EXERCISE REQUIREMENTS:
An exact reproduction of the lines below, from the first through the one with "I need the junctions", is the whole answer; pictures have no place in it.

[Stored data]
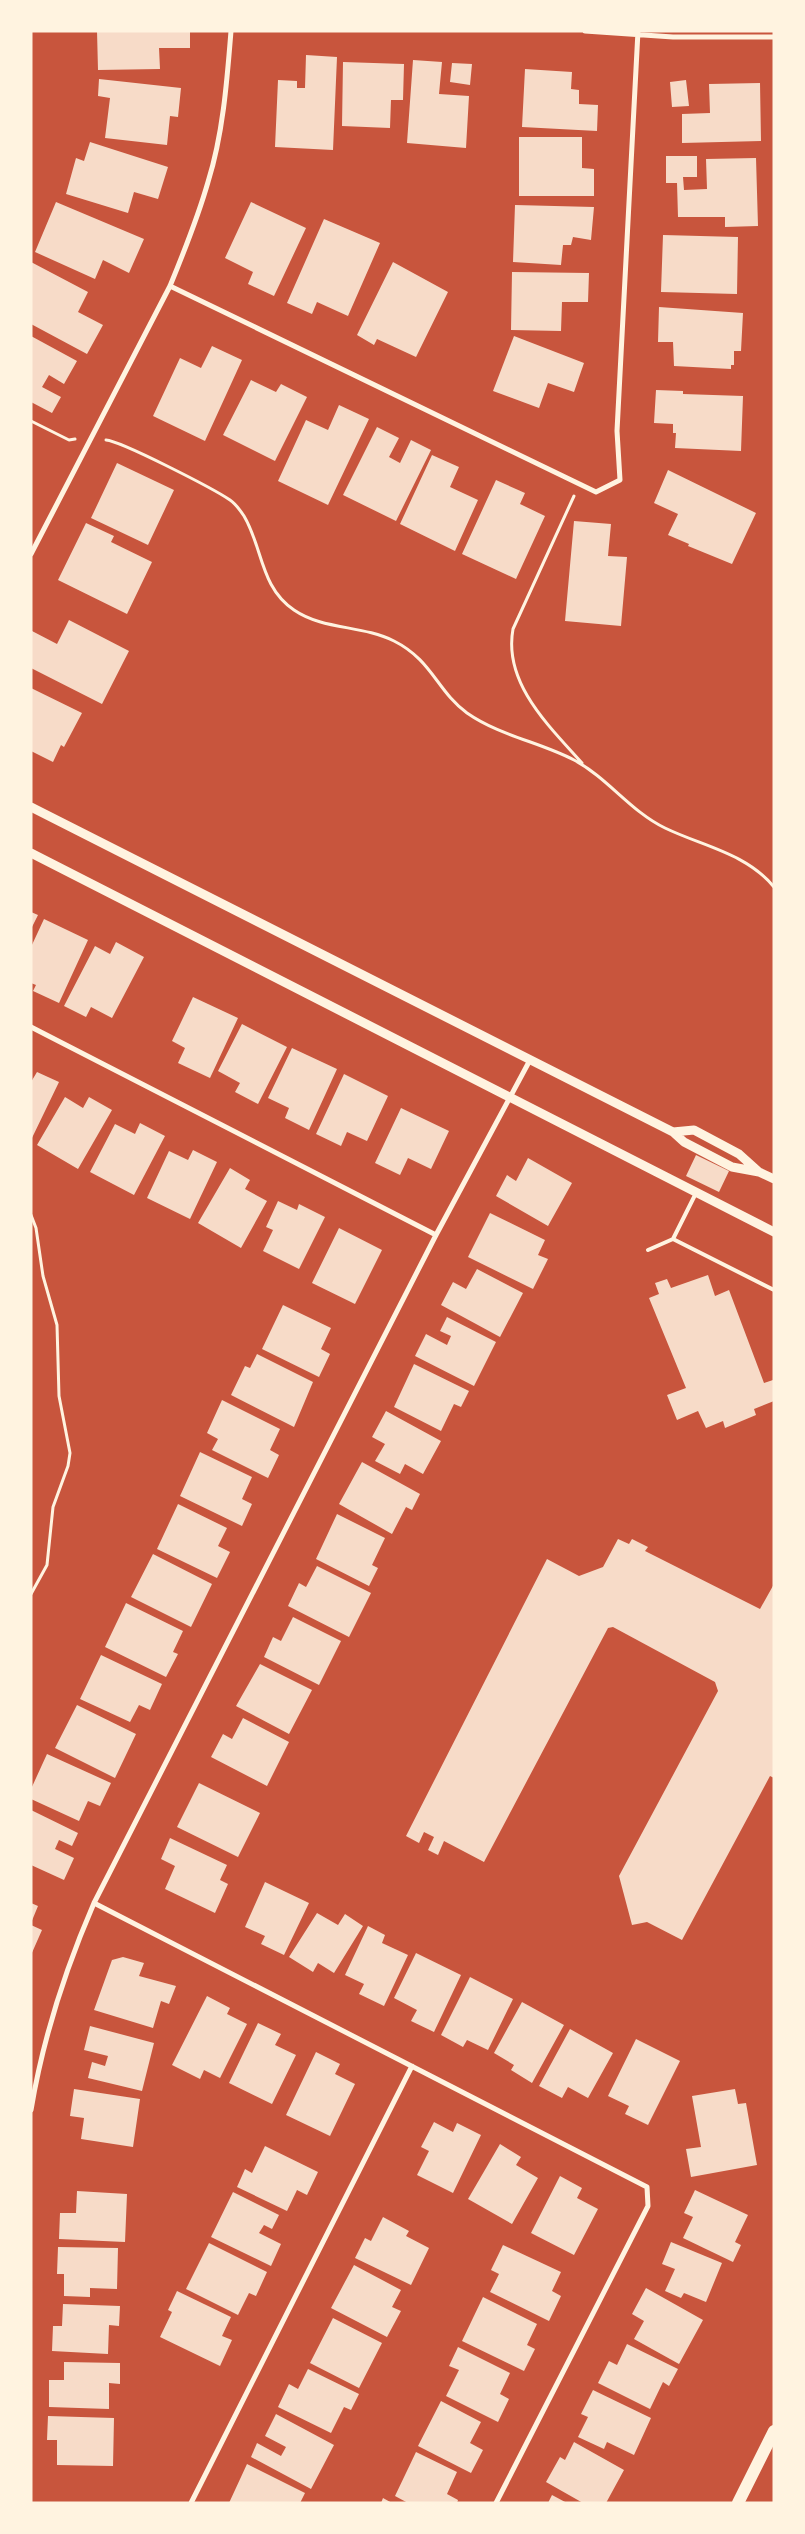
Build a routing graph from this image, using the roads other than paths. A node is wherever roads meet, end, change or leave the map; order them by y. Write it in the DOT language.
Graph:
graph roads {
  1 [pos="230,31"];
  2 [pos="586,31"];
  3 [pos="638,33"];
  4 [pos="774,37"];
  5 [pos="170,286"];
  6 [pos="31,554"];
  7 [pos="31,807"];
  8 [pos="31,853"];
  9 [pos="31,1028"];
  10 [pos="530,1060"];
  11 [pos="510,1099"];
  12 [pos="673,1132"];
  13 [pos="760,1172"];
  14 [pos="774,1179"];
  15 [pos="696,1193"];
  16 [pos="774,1232"];
  17 [pos="436,1236"];
  18 [pos="673,1239"];
  19 [pos="648,1250"];
  20 [pos="774,1290"];
  21 [pos="94,1903"];
  22 [pos="412,2066"];
  23 [pos="31,2110"];
  24 [pos="774,2431"];
  25 [pos="190,2503"];
  26 [pos="496,2503"];
  27 [pos="738,2503"];
  1 -- 5 [label="street"];
  2 -- 3 [label="street"];
  3 -- 4 [label="street"];
  3 -- 5 [label="street"];
  5 -- 6 [label="street"];
  7 -- 10 [label="street"];
  8 -- 11 [label="street"];
  9 -- 17 [label="street"];
  10 -- 11 [label="street"];
  10 -- 12 [label="street"];
  11 -- 15 [label="street"];
  11 -- 17 [label="street"];
  12 -- 13 [label="street"];
  12 -- 13 [label="street"];
  13 -- 14 [label="street"];
  15 -- 16 [label="street"];
  15 -- 18 [label="lane"];
  17 -- 21 [label="street"];
  18 -- 19 [label="lane"];
  18 -- 20 [label="lane"];
  21 -- 22 [label="street"];
  21 -- 23 [label="street"];
  22 -- 25 [label="street"];
  22 -- 26 [label="street"];
  24 -- 27 [label="main road"];
}
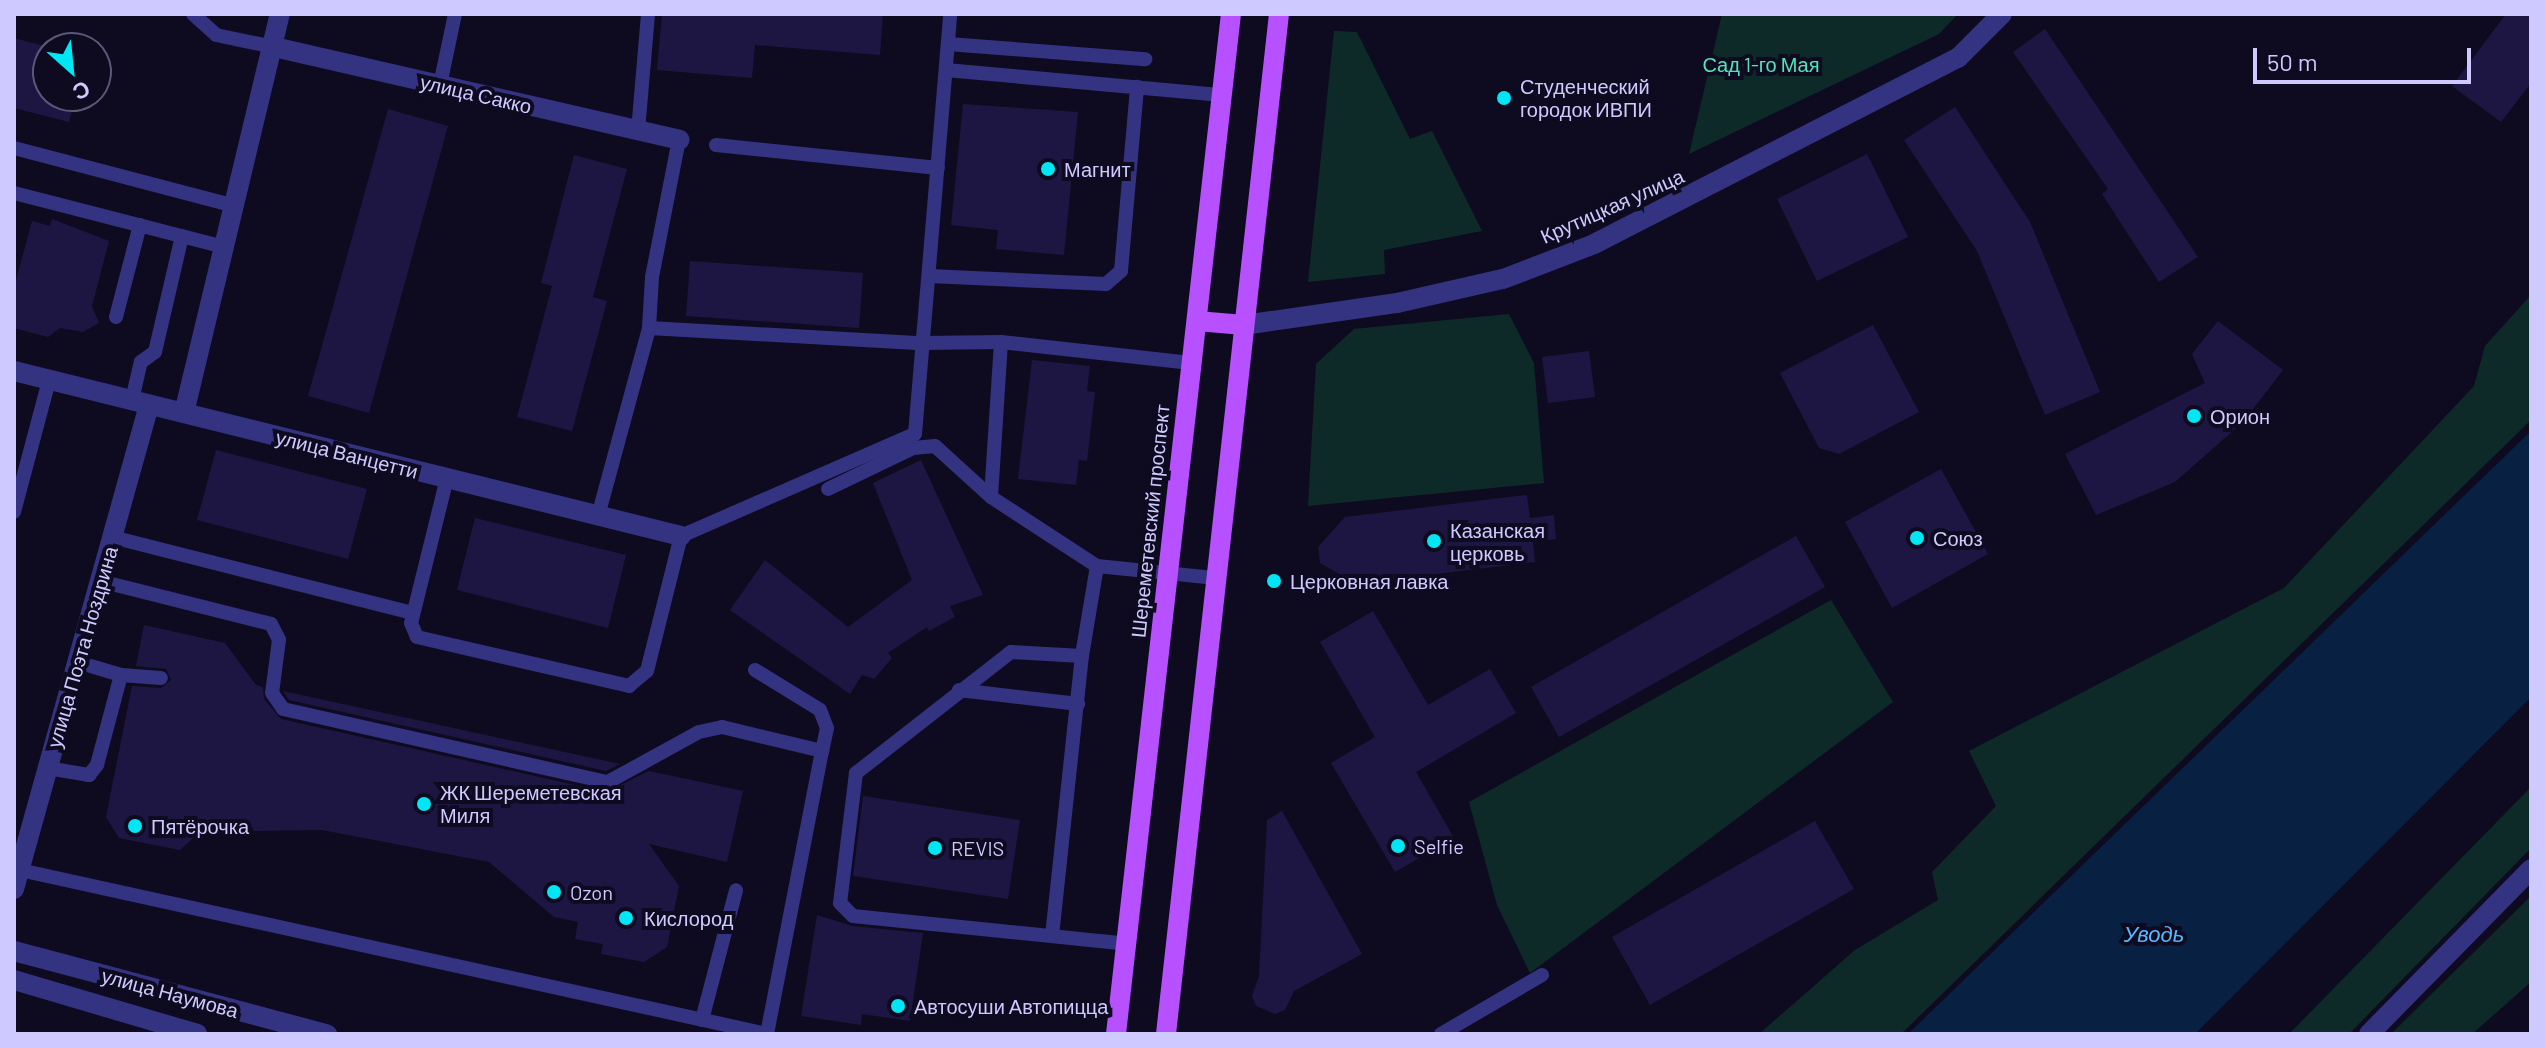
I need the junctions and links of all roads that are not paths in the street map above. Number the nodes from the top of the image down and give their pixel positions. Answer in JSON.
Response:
{"nodes":[{"id":1,"x":193,"y":14,"type":"edge"},
{"id":2,"x":280,"y":14,"type":"edge"},
{"id":3,"x":455,"y":14,"type":"edge"},
{"id":4,"x":648,"y":14,"type":"edge"},
{"id":5,"x":950,"y":14,"type":"edge"},
{"id":6,"x":1231,"y":14,"type":"edge"},
{"id":7,"x":1279,"y":14,"type":"edge"},
{"id":8,"x":2002,"y":14,"type":"edge"},
{"id":9,"x":948,"y":44,"type":"junction"},
{"id":10,"x":274,"y":47,"type":"junction"},
{"id":11,"x":1145,"y":59,"type":"dead end"},
{"id":12,"x":946,"y":70,"type":"junction"},
{"id":13,"x":440,"y":85,"type":"junction"},
{"id":14,"x":1137,"y":87,"type":"junction"},
{"id":15,"x":1222,"y":95,"type":"junction"},
{"id":16,"x":638,"y":131,"type":"junction"},
{"id":17,"x":679,"y":140,"type":"joint"},
{"id":18,"x":716,"y":145,"type":"dead end"},
{"id":19,"x":14,"y":148,"type":"edge"},
{"id":20,"x":938,"y":168,"type":"junction"},
{"id":21,"x":14,"y":193,"type":"edge"},
{"id":22,"x":235,"y":206,"type":"junction"},
{"id":23,"x":140,"y":225,"type":"junction"},
{"id":24,"x":182,"y":236,"type":"junction"},
{"id":25,"x":225,"y":247,"type":"junction"},
{"id":26,"x":929,"y":276,"type":"junction"},
{"id":27,"x":116,"y":317,"type":"dead end"},
{"id":28,"x":1197,"y":321,"type":"junction"},
{"id":29,"x":1244,"y":325,"type":"junction"},
{"id":30,"x":649,"y":328,"type":"junction"},
{"id":31,"x":1001,"y":342,"type":"junction"},
{"id":32,"x":921,"y":343,"type":"junction"},
{"id":33,"x":1191,"y":363,"type":"junction"},
{"id":34,"x":14,"y":371,"type":"edge"},
{"id":35,"x":49,"y":380,"type":"junction"},
{"id":36,"x":141,"y":402,"type":"junction"},
{"id":37,"x":184,"y":413,"type":"junction"},
{"id":38,"x":447,"y":478,"type":"junction"},
{"id":39,"x":828,"y":489,"type":"dead end"},
{"id":40,"x":991,"y":497,"type":"junction"},
{"id":41,"x":14,"y":512,"type":"edge"},
{"id":42,"x":598,"y":516,"type":"junction"},
{"id":43,"x":681,"y":536,"type":"junction"},
{"id":44,"x":112,"y":537,"type":"junction"},
{"id":45,"x":1097,"y":566,"type":"junction"},
{"id":46,"x":1168,"y":572,"type":"junction"},
{"id":47,"x":1216,"y":578,"type":"junction"},
{"id":48,"x":100,"y":581,"type":"junction"},
{"id":49,"x":413,"y":613,"type":"junction"},
{"id":50,"x":1082,"y":656,"type":"junction"},
{"id":51,"x":77,"y":662,"type":"junction"},
{"id":52,"x":755,"y":670,"type":"dead end"},
{"id":53,"x":121,"y":675,"type":"junction"},
{"id":54,"x":161,"y":678,"type":"dead end"},
{"id":55,"x":959,"y":690,"type":"junction"},
{"id":56,"x":1078,"y":704,"type":"junction"},
{"id":57,"x":822,"y":751,"type":"junction"},
{"id":58,"x":48,"y":768,"type":"junction"},
{"id":59,"x":2531,"y":869,"type":"edge"},
{"id":60,"x":17,"y":880,"type":"edge"},
{"id":61,"x":736,"y":890,"type":"dead end"},
{"id":62,"x":1052,"y":936,"type":"junction"},
{"id":63,"x":1127,"y":944,"type":"junction"},
{"id":64,"x":14,"y":951,"type":"edge"},
{"id":65,"x":1542,"y":975,"type":"dead end"},
{"id":66,"x":14,"y":980,"type":"edge"},
{"id":67,"x":702,"y":1020,"type":"junction"},
{"id":68,"x":197,"y":1034,"type":"edge"},
{"id":69,"x":327,"y":1034,"type":"edge"},
{"id":70,"x":767,"y":1034,"type":"edge"},
{"id":71,"x":1116,"y":1034,"type":"edge"},
{"id":72,"x":1166,"y":1034,"type":"edge"},
{"id":73,"x":1441,"y":1034,"type":"edge"},
{"id":74,"x":2369,"y":1034,"type":"edge"}],
"edges":[{"from":1,"to":10,"type":"lane"},
{"from":2,"to":10,"type":"street"},
{"from":3,"to":13,"type":"lane"},
{"from":4,"to":16,"type":"lane"},
{"from":5,"to":9,"type":"lane"},
{"from":6,"to":15,"type":"main road","name":"Шереметевский проспект"},
{"from":7,"to":29,"type":"main road"},
{"from":8,"to":29,"type":"street","name":"Крутицкая улица"},
{"from":9,"to":11,"type":"lane"},
{"from":9,"to":12,"type":"lane"},
{"from":10,"to":13,"type":"street","name":"улица Сакко"},
{"from":10,"to":22,"type":"street"},
{"from":12,"to":14,"type":"lane"},
{"from":12,"to":20,"type":"lane"},
{"from":13,"to":16,"type":"street","name":"улица Сакко"},
{"from":14,"to":15,"type":"lane"},
{"from":14,"to":26,"type":"lane"},
{"from":15,"to":28,"type":"main road","name":"Шереметевский проспект"},
{"from":16,"to":17,"type":"street","name":"улица Сакко"},
{"from":17,"to":30,"type":"lane"},
{"from":18,"to":20,"type":"lane"},
{"from":19,"to":22,"type":"lane"},
{"from":20,"to":26,"type":"lane"},
{"from":21,"to":23,"type":"lane"},
{"from":22,"to":25,"type":"street"},
{"from":23,"to":24,"type":"lane"},
{"from":23,"to":27,"type":"lane"},
{"from":24,"to":25,"type":"lane"},
{"from":24,"to":36,"type":"lane"},
{"from":25,"to":37,"type":"street"},
{"from":26,"to":32,"type":"lane"},
{"from":28,"to":29,"type":"main road","name":"Крутицкая улица"},
{"from":28,"to":33,"type":"main road","name":"Шереметевский проспект"},
{"from":29,"to":47,"type":"main road"},
{"from":30,"to":32,"type":"lane"},
{"from":30,"to":42,"type":"lane"},
{"from":31,"to":32,"type":"lane"},
{"from":31,"to":33,"type":"lane"},
{"from":31,"to":40,"type":"lane"},
{"from":32,"to":43,"type":"lane"},
{"from":33,"to":46,"type":"main road","name":"Шереметевский проспект"},
{"from":34,"to":35,"type":"street","name":"улица Ванцетти"},
{"from":35,"to":36,"type":"street","name":"улица Ванцетти"},
{"from":35,"to":41,"type":"lane"},
{"from":36,"to":37,"type":"street","name":"улица Ванцетти"},
{"from":36,"to":44,"type":"street","name":"улица Поэта Ноздрина"},
{"from":37,"to":38,"type":"street","name":"улица Ванцетти"},
{"from":38,"to":42,"type":"street","name":"улица Ванцетти"},
{"from":38,"to":49,"type":"lane"},
{"from":39,"to":40,"type":"lane"},
{"from":40,"to":45,"type":"lane"},
{"from":42,"to":43,"type":"street","name":"улица Ванцетти"},
{"from":43,"to":49,"type":"lane"},
{"from":44,"to":48,"type":"street","name":"улица Поэта Ноздрина"},
{"from":44,"to":49,"type":"lane"},
{"from":45,"to":46,"type":"lane"},
{"from":45,"to":50,"type":"lane"},
{"from":46,"to":47,"type":"lane"},
{"from":46,"to":63,"type":"main road","name":"Шереметевский проспект"},
{"from":47,"to":72,"type":"main road"},
{"from":48,"to":51,"type":"street","name":"улица Поэта Ноздрина"},
{"from":48,"to":57,"type":"lane"},
{"from":50,"to":55,"type":"lane"},
{"from":50,"to":56,"type":"lane"},
{"from":51,"to":53,"type":"lane"},
{"from":51,"to":58,"type":"street","name":"улица Поэта Ноздрина"},
{"from":52,"to":57,"type":"lane"},
{"from":53,"to":54,"type":"lane"},
{"from":53,"to":58,"type":"lane"},
{"from":55,"to":56,"type":"lane"},
{"from":55,"to":62,"type":"lane"},
{"from":56,"to":62,"type":"lane"},
{"from":57,"to":70,"type":"lane"},
{"from":58,"to":60,"type":"street","name":"улица Поэта Ноздрина"},
{"from":59,"to":74,"type":"street"},
{"from":60,"to":67,"type":"lane"},
{"from":61,"to":67,"type":"lane"},
{"from":62,"to":63,"type":"lane"},
{"from":63,"to":71,"type":"main road","name":"Шереметевский проспект"},
{"from":64,"to":69,"type":"street","name":"улица Наумова"},
{"from":65,"to":73,"type":"lane"},
{"from":66,"to":68,"type":"street","name":"улица Наумова"},
{"from":67,"to":70,"type":"lane"}]}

WRITTEN RESPONSE:
Build a routing graph from this image, using the roads other than paths. A node is wherever roads meet, end, change or leave the map; order them by y. Write it in the DOT language.
Graph:
graph roads {
  1 [pos="230,31"];
  2 [pos="586,31"];
  3 [pos="638,33"];
  4 [pos="774,37"];
  5 [pos="170,286"];
  6 [pos="31,554"];
  7 [pos="31,807"];
  8 [pos="31,853"];
  9 [pos="31,1028"];
  10 [pos="530,1060"];
  11 [pos="510,1099"];
  12 [pos="673,1132"];
  13 [pos="760,1172"];
  14 [pos="774,1179"];
  15 [pos="696,1193"];
  16 [pos="774,1232"];
  17 [pos="436,1236"];
  18 [pos="673,1239"];
  19 [pos="648,1250"];
  20 [pos="774,1290"];
  21 [pos="94,1903"];
  22 [pos="412,2066"];
  23 [pos="31,2110"];
  24 [pos="774,2431"];
  25 [pos="190,2503"];
  26 [pos="496,2503"];
  27 [pos="738,2503"];
  1 -- 5 [label="street"];
  2 -- 3 [label="street"];
  3 -- 4 [label="street"];
  3 -- 5 [label="street"];
  5 -- 6 [label="street"];
  7 -- 10 [label="street"];
  8 -- 11 [label="street"];
  9 -- 17 [label="street"];
  10 -- 11 [label="street"];
  10 -- 12 [label="street"];
  11 -- 15 [label="street"];
  11 -- 17 [label="street"];
  12 -- 13 [label="street"];
  12 -- 13 [label="street"];
  13 -- 14 [label="street"];
  15 -- 16 [label="street"];
  15 -- 18 [label="lane"];
  17 -- 21 [label="street"];
  18 -- 19 [label="lane"];
  18 -- 20 [label="lane"];
  21 -- 22 [label="street"];
  21 -- 23 [label="street"];
  22 -- 25 [label="street"];
  22 -- 26 [label="street"];
  24 -- 27 [label="main road"];
}
I need the junctions and links of all roads that are not paths in the street map above. Number the nodes from the top of the image down and give their pixel positions. Answer in JSON.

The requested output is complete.